Ich habe Soforthilfe erhalten, was muss ich tun und worauf muss ich achten?

(Stand: 22.09.2020)

Das im Juli gestoppte Rückmeldeverfahren der NRW-Soforthilfe wurde in einigen Punkten verbessert. Noch vor den Herbstferien soll es wieder starten. 

Zur Pressemitteilung vom 19. August 2020
Weitere Informationen dazu finden Sie auf der Seite des NRW-Wirtschaftsministeriums.

 


NRW-Soforthilfe: Rückmeldeverfahren

Als Empfänger*in der Soforthilfe müssen Sie nach den rechtlichen Vorgaben des Landes NRW den Anteil der Soforthilfe zurückzuzahlen, der höher ist als der tatsächliche Liquiditätsbedarf im Förderzeitraum.

Eine E-Mail des Landes NRW wird Ihnen konkrete Informationen über das weitere Vorgehen und die Berechnung Ihres Liquiditätsengpasses geben. Das im Juli 2020 gestoppte Rückmeldeverfahren der NRW-Soforthilfe soll vor den Herbstferien wieder gestartet werden: 

Weitere Informationen dazu finden Sie auf der Seite des NRW-Wirtschaftsministeriums.

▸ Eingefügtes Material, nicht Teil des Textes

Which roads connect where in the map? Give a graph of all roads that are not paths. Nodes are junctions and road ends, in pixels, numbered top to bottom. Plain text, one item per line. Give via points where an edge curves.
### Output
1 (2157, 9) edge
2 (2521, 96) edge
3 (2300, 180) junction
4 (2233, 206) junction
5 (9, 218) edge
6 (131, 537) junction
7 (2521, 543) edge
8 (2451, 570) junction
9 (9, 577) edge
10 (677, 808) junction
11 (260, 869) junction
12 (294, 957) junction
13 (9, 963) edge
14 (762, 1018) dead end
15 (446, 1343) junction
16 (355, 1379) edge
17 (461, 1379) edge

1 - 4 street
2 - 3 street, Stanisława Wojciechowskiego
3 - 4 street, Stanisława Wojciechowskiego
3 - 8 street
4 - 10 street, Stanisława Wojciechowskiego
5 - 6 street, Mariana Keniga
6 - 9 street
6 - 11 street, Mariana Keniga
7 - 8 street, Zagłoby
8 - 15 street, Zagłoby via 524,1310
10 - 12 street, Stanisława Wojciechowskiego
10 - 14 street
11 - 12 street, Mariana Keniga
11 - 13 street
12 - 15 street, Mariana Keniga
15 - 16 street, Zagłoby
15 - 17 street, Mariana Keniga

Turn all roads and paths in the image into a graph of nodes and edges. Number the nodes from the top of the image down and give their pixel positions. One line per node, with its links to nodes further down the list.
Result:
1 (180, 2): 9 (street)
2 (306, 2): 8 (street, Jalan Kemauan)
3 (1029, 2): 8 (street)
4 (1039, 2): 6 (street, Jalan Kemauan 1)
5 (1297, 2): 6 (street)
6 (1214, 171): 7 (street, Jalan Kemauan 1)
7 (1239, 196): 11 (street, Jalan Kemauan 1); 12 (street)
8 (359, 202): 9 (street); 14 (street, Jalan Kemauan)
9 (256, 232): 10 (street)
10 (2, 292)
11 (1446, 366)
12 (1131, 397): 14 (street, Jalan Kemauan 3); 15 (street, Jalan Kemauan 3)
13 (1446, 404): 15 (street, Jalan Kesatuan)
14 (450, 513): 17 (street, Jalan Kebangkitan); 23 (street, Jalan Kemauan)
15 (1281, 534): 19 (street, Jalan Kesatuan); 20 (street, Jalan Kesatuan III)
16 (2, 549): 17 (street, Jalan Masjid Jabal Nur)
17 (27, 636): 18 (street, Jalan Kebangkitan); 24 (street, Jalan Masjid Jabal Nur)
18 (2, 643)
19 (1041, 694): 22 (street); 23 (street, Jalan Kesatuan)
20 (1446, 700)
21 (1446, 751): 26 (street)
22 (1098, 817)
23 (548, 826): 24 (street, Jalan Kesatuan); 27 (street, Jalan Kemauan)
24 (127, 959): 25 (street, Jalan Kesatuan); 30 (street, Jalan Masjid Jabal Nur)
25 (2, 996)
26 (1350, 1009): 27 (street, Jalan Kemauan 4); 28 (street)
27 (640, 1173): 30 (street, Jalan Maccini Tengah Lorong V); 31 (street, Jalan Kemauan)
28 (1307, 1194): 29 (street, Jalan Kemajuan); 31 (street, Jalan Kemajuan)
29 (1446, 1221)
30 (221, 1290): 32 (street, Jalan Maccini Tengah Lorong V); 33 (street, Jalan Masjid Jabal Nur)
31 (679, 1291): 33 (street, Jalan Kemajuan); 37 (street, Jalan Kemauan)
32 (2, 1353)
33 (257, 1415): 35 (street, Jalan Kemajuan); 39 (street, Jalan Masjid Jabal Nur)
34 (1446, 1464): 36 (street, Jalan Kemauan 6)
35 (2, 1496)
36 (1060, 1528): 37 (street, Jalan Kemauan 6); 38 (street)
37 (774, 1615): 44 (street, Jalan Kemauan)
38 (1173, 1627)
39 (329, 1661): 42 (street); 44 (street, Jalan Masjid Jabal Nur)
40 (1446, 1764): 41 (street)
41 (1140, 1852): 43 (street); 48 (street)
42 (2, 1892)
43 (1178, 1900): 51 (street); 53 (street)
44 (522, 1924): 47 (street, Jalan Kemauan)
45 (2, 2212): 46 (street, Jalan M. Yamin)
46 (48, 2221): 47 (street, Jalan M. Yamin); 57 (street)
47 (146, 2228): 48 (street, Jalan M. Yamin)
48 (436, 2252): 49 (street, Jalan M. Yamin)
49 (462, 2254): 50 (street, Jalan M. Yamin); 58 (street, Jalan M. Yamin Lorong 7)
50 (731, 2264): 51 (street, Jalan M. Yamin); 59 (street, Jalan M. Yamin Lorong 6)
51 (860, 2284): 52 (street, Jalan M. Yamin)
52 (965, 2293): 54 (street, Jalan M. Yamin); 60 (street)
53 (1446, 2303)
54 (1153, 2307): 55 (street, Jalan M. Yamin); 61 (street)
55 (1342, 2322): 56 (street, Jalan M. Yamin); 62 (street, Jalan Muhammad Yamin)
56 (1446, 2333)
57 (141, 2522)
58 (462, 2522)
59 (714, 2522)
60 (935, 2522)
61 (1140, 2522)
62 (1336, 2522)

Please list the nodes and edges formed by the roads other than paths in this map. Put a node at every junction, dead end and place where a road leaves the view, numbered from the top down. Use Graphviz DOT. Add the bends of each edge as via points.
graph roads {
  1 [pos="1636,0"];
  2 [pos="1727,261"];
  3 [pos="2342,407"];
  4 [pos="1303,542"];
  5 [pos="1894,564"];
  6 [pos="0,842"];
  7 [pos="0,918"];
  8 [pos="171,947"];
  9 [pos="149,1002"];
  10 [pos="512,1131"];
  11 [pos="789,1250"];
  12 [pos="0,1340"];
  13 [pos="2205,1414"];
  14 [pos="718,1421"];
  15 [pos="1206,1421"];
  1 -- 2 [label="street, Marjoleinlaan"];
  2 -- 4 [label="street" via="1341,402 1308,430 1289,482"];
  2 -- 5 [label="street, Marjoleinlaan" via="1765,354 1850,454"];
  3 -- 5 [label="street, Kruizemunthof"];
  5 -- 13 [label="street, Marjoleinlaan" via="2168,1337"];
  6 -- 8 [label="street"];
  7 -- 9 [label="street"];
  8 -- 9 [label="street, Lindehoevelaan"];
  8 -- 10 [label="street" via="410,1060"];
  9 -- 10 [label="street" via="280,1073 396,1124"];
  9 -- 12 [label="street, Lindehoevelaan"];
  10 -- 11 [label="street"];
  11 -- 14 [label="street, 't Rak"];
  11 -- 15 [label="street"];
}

Für Ihre persönlichen Fragen hat das Land NRW eine Hotline für Sie eingerichtet:
Tel: 02 11 / 79 56 49 95  oder E-Mail: soforthilfe-rueckmeldung@mwide.nrw.de

 

Unsere vorläufigen Hinweise und Handlungsempfehlungen für Sie:

  1. Bei Zweifeln am Berechnungsverfahren und ihren konkreten Angaben im Berechnungsformular empfehlen wir die Einschaltung Ihrer/s Steuerberater*in. Beachten Sie die steuer- und strafrechtlichen Hinweise in den Richtlinien zur Soforthilfe, Ziffern 6 und 7.
  2. Falls Ihr*e Steuerberater*in Sie nicht rechtzeitig beraten kann, sollte versucht werden, bei der für Sie zuständigen Bezirksregierung Detmold eine Fristverlängerung für die Rückmeldung zu beantragen.
  3. Falls Sie den ermittelten Rückzahlungsbetrag aus Liquiditätsgründen (noch) nicht fristgerecht zahlen können, besteht evtl. die Möglichkeit zur Beantragung einer Ratenzahlung. Einzelheiten dazu erfahren Sie ebenfalls unter der obigen Soforthilfe-Hotline des Landes NRW.

Diese Hinweise werden von uns aktualisiert, sobald uns neue Erkenntnisse vorliegen.